Seagrass as a Coastal Filter: Investigating the Role of Seagrass Meadows in Mediating Nitrogen Cycling in Shallow Coastal Lagoons

Seagrass meadows are highly productive ecosystems that are widely distributed in coastal waters throughout the world. In shallow coastal lagoons, seagrass meadows provide an important ecosystem function by acting as a nitrogen filter. Nitrogen (N) that enters the lagoon is temporarily retained in seagrass biomass and is removed from the system through burial and denitrification in sediments. This filter function contributes to the health of seagrass ecosystems by reducing nitrogen in the water column, slowing rapid N cycling through algal biomass, and reducing the total nitrogen load exported from the ecosystem. However, seagrass meadows are declining worldwide; with the loss of seagrass meadow area, the N filter function is also lost. Restoration may offer a pathway to restore this important ecosystem function, but to date the effectiveness of the nitrogen filter in restored seagrass meadows has not been evaluated.

In this dissertation, I assessed the return of the nitrogen filter function within a successful seagrass restoration project in the Virginia coastal bays. I measured a suite of N cycling processes in the seagrass meadow and in adjacent bare sediments to understand the effects of the restoration. To assess retention and removal of nitrogen, I measured denitrification, burial, and assimilation into seagrass biomass. To evaluate the importance of the N filter function, I compared retention and removal to inputs of nitrogen to the lagoon from external N loading (from atmospheric and terrestrial sources) and from N fixation within the meadow. Finally, I compared the magnitude of N removal in the seagrass meadow to predicted changes in N loading from future development scenarios in this ecosystem in order to put the restored filter function in context within the landscape.

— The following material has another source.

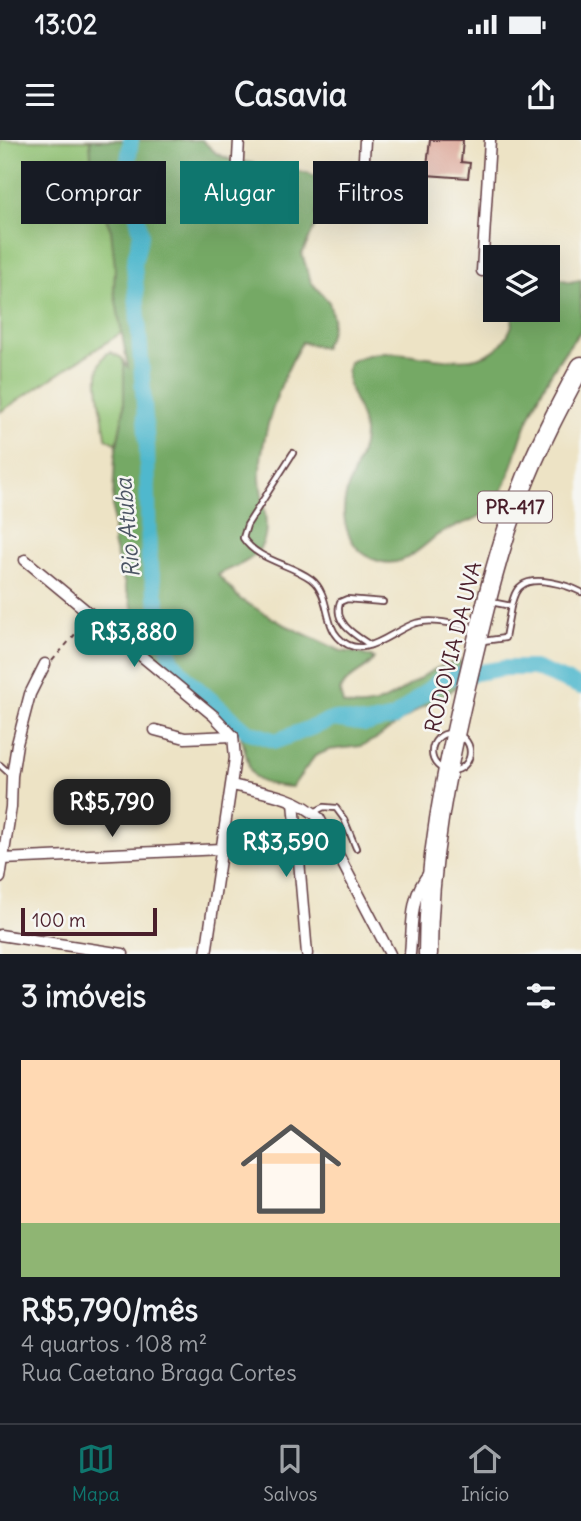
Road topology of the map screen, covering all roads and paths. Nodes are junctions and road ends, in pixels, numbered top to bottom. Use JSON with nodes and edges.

My results showed that the N filtration processes were enhanced in the restored meadow compared to adjacent unvegetated sediments. Through the development of a novel in situ incubation method (the push-pull method), I measured denitrification rates that were 4x greater in the restored seagrass sediments compared to bare sediments. Rates measured using this push-pull method were also significantly greater than rates measured using a conventional core technique, indicating that further research is needed to understand denitrification in seagrass sediments. N burial in sediments was 10x greater in the seagrass meadow than in bare sediments, and assimilation of N into seagrass biomass was the largest measured flux of nitrogen. The restored meadow had therefore regained both the retention and removal components of the coastal N filter. N removal in the meadow was comparable to 37% of current N loading from watershed and atmospheric sources, showing the importance of this restored function at the ecosystem scale. Future development scenarios were predicted to lead to increased N loads, but continued expansion of the seagrass meadow will also increase N removal. The maximum predicted meadow extent could offset >68% of the enhanced N load from future development scenarios, potentially limiting harmful effects from higher N loading. Overall, the seagrass restoration has reestablished the N filter function and has increased the capacity of the lagoon to withstand anthropogenic perturbations to the coastal nitrogen cycle.